Last week Dan Lawrence, our Primary School Counsellor, shared a list of 'Useful Resources'. Here Dan offers us a few thoughts and updates with even more great content to keep us on track during these difficult times.
"I hope that the first few days at home have gone smoothly enough, despite the inevitable stresses and strains of being suddenly thrown together in a contained space, and the disruption of new routines.
Some thoughts, adapted from a friend’s whatsapp post recently:
You might be inclined to create a minute by minute schedule for your kids. You have high hopes of hours of learning, including online activities, science experiments, and book reports. You’ll limit technology until everything is done! But here’s the thing...
Our kids are just as unsettled as we are right now. Our kids not only can hear everything that is going on around them, but they feel our constant tension and anxiety. They have never experienced anything like this before. Although the idea of being off of school for 4 weeks sounds amazing, they are probably picturing a fun time like summer break, not the reality of being trapped at home and not seeing their friends.

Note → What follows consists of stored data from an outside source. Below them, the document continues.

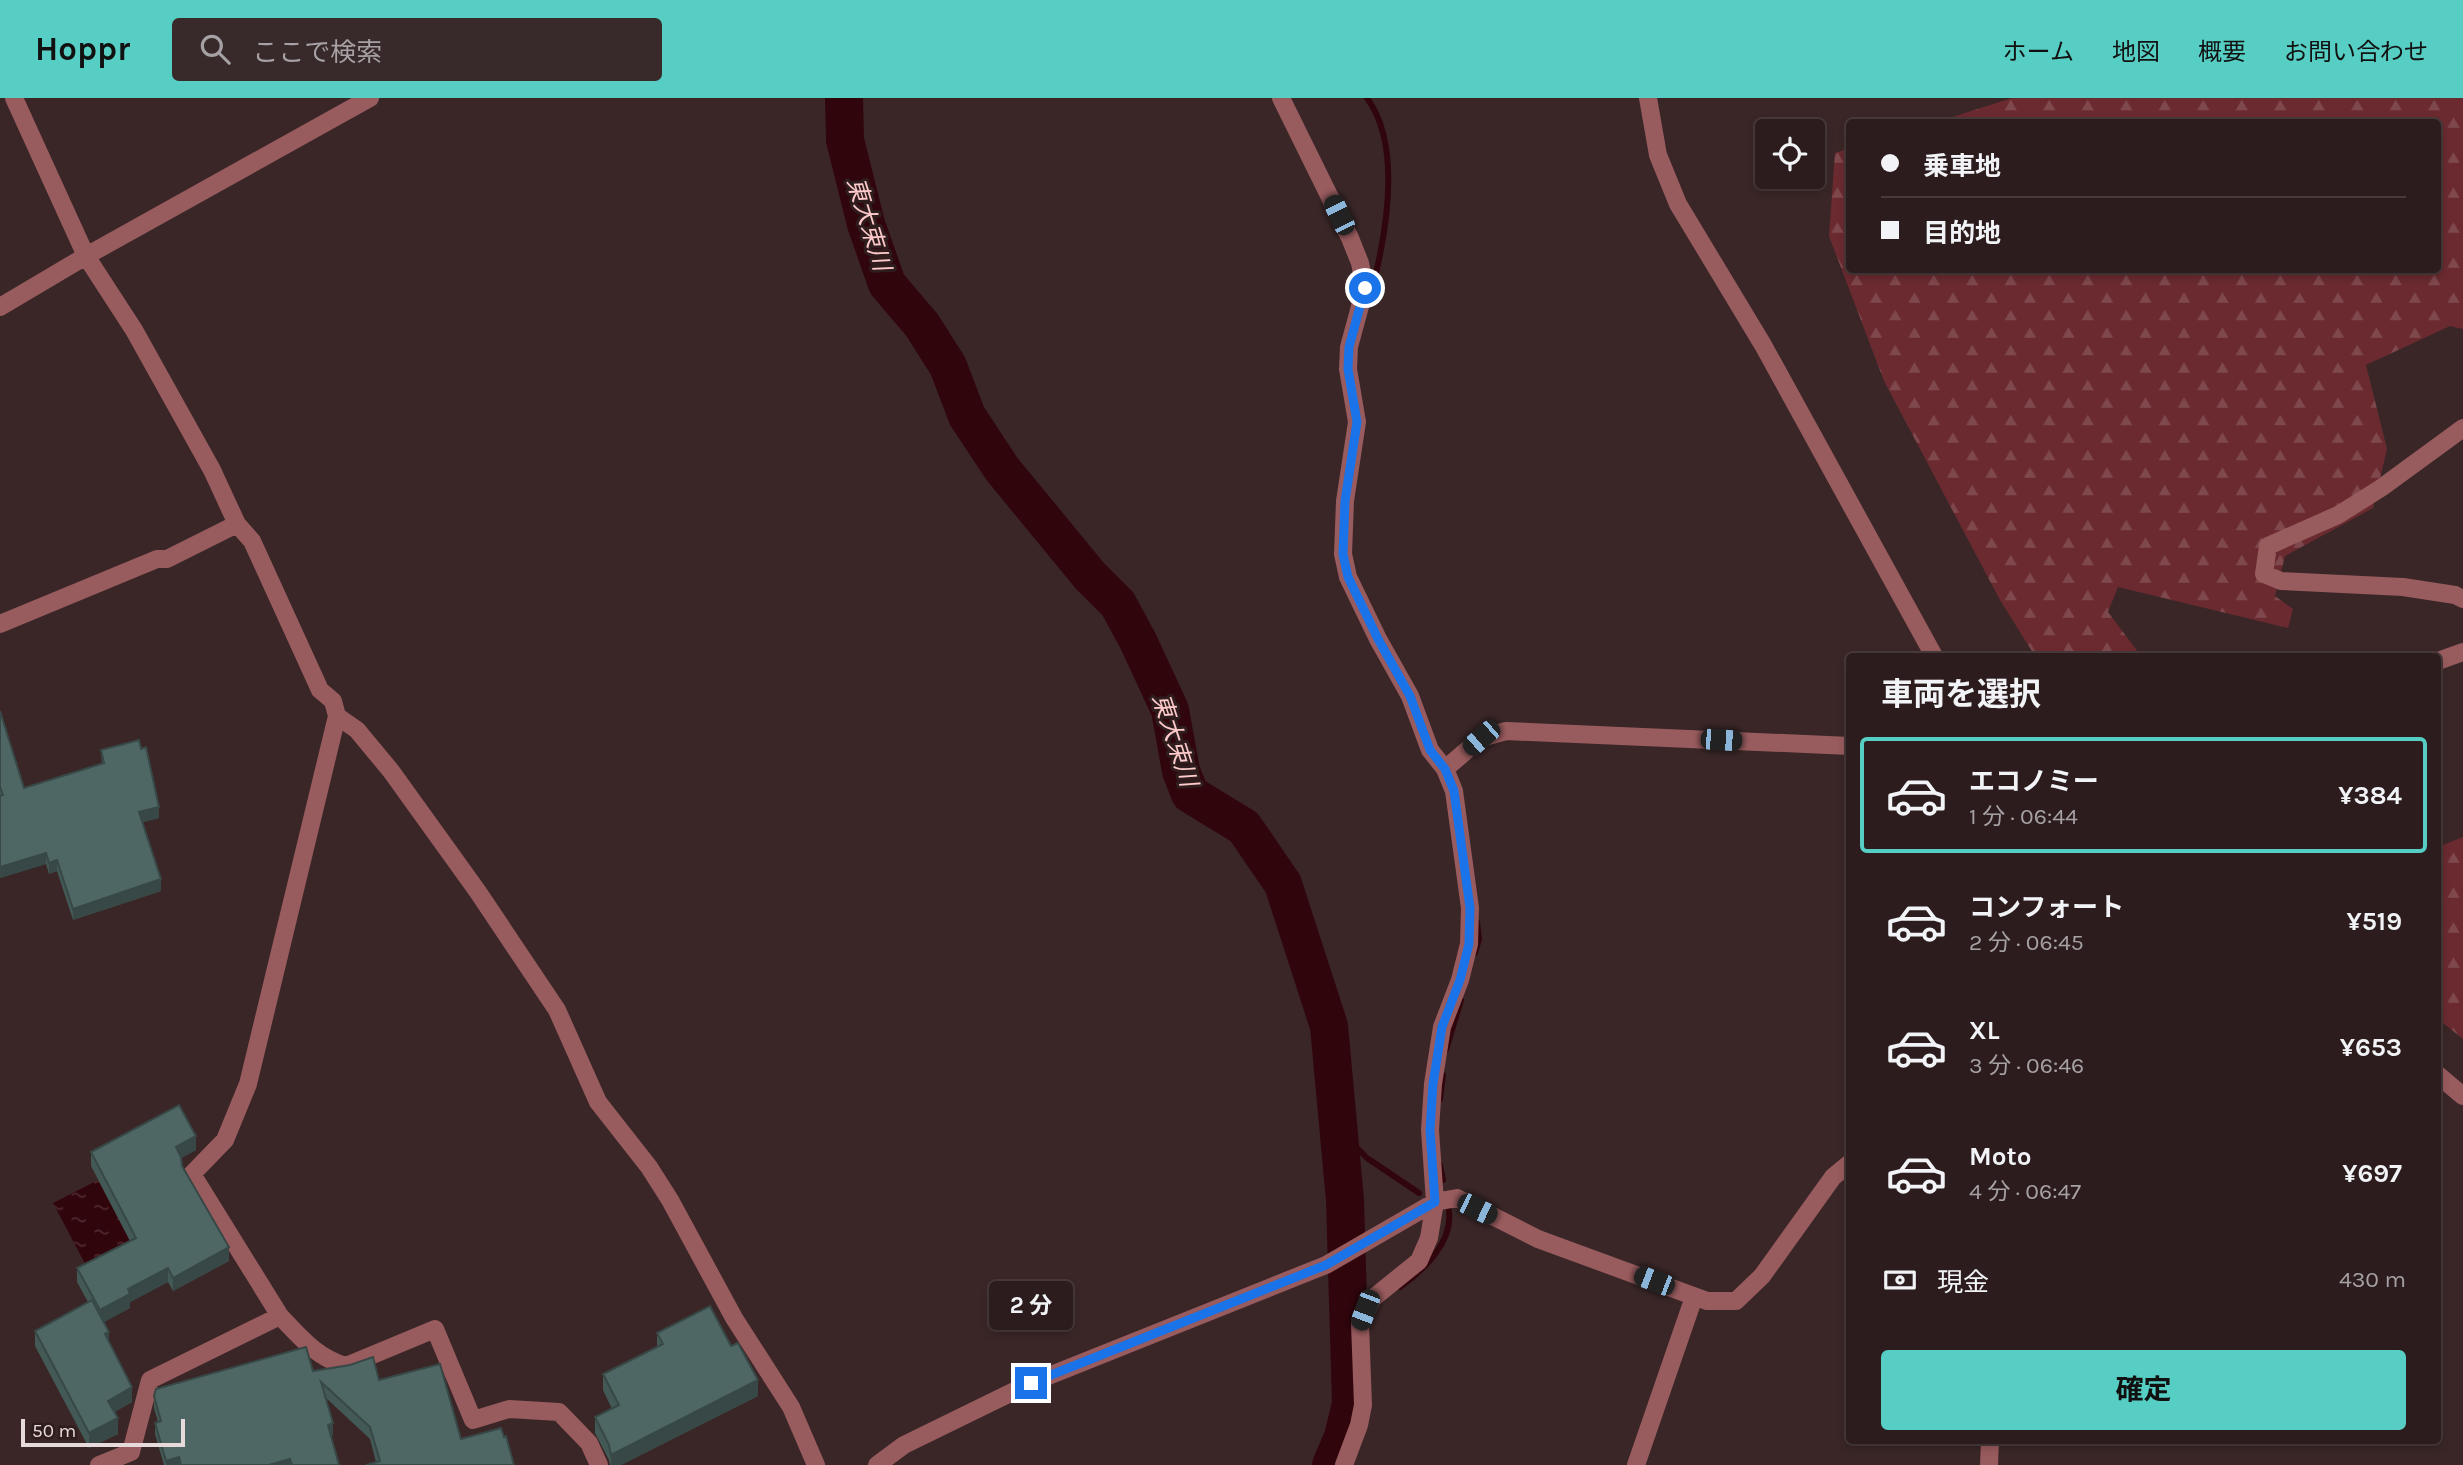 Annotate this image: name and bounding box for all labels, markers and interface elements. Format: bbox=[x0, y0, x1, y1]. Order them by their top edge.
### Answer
search box bbox=[172, 18, 662, 81]
text: Hoppr bbox=[35, 30, 130, 68]
icon: search bbox=[196, 30, 234, 68]
text: ここで検索 bbox=[252, 37, 382, 68]
text: ホーム bbox=[2003, 38, 2074, 66]
text: 地図 bbox=[2112, 38, 2160, 66]
text: 概要 bbox=[2198, 38, 2246, 66]
text: お問い合わせ bbox=[2284, 38, 2428, 66]
map controls bbox=[1755, 119, 1825, 189]
button: locate bbox=[1755, 119, 1825, 189]
text: 乗車地 bbox=[1923, 151, 2001, 182]
water label: 東大束川 bbox=[842, 174, 897, 277]
car bbox=[1321, 192, 1358, 238]
text: 目的地 bbox=[1923, 218, 2001, 249]
route start bbox=[1349, 272, 1381, 304]
text: 車両を選択 bbox=[1881, 676, 2041, 713]
water label: 東大束川 bbox=[1147, 690, 1204, 793]
car bbox=[1459, 716, 1504, 760]
car bbox=[1700, 728, 1743, 752]
icon: car bbox=[1885, 764, 1948, 827]
text: エコノミー bbox=[1969, 766, 2099, 797]
text: ¥384 bbox=[2338, 780, 2402, 811]
text: 1 分 · 06:44 bbox=[1969, 803, 2078, 830]
icon: car bbox=[1885, 890, 1948, 953]
text: コンフォート bbox=[1969, 892, 2124, 923]
text: ¥519 bbox=[2346, 906, 2402, 937]
text: 2 分 · 06:45 bbox=[1969, 929, 2084, 956]
text: XL bbox=[1969, 1015, 2000, 1046]
icon: car bbox=[1885, 1016, 1948, 1079]
text: ¥653 bbox=[2340, 1032, 2402, 1063]
text: 3 分 · 06:46 bbox=[1969, 1052, 2084, 1079]
text: Moto bbox=[1969, 1141, 2031, 1172]
icon: car bbox=[1885, 1142, 1948, 1205]
text: ¥697 bbox=[2342, 1158, 2402, 1189]
text: 4 分 · 06:47 bbox=[1969, 1178, 2081, 1205]
car bbox=[1454, 1190, 1501, 1228]
icon: cash bbox=[1881, 1261, 1919, 1299]
car bbox=[1631, 1264, 1678, 1298]
text: 430 m bbox=[2339, 1266, 2406, 1293]
text: 現金 bbox=[1937, 1267, 1989, 1298]
callout: 2 分 bbox=[989, 1282, 1073, 1330]
car bbox=[1348, 1287, 1383, 1333]
text: 2 分 bbox=[1010, 1292, 1052, 1319]
button: 確定 bbox=[1881, 1350, 2406, 1430]
route end bbox=[1015, 1367, 1047, 1399]
scale bar bbox=[21, 1416, 186, 1448]
text: 50 m bbox=[32, 1420, 76, 1442]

Over the coming weeks, you might well see an increase in behavior issues with your kids. Whether it’s anxiety, or anger, or protest that they can’t do things normally - it will happen. You’ll see more meltdowns, tantrums, and oppositional behavior in the coming weeks. This is normal and expected under these circumstances.
What children fundamentally need right now is to feel comforted and loved; To feel like it’s all ultimately going to be ok. And that might mean that you relax your perfect schedule and love on your kids a bit more. Play outside if that’s an option and go on walks. Bake cookies and paint pictures. Play board games and watch movies. Do a science experiment together or find virtual field trips of the zoo. Start a book and read together as a family. Snuggle under warm blankets and do nothing.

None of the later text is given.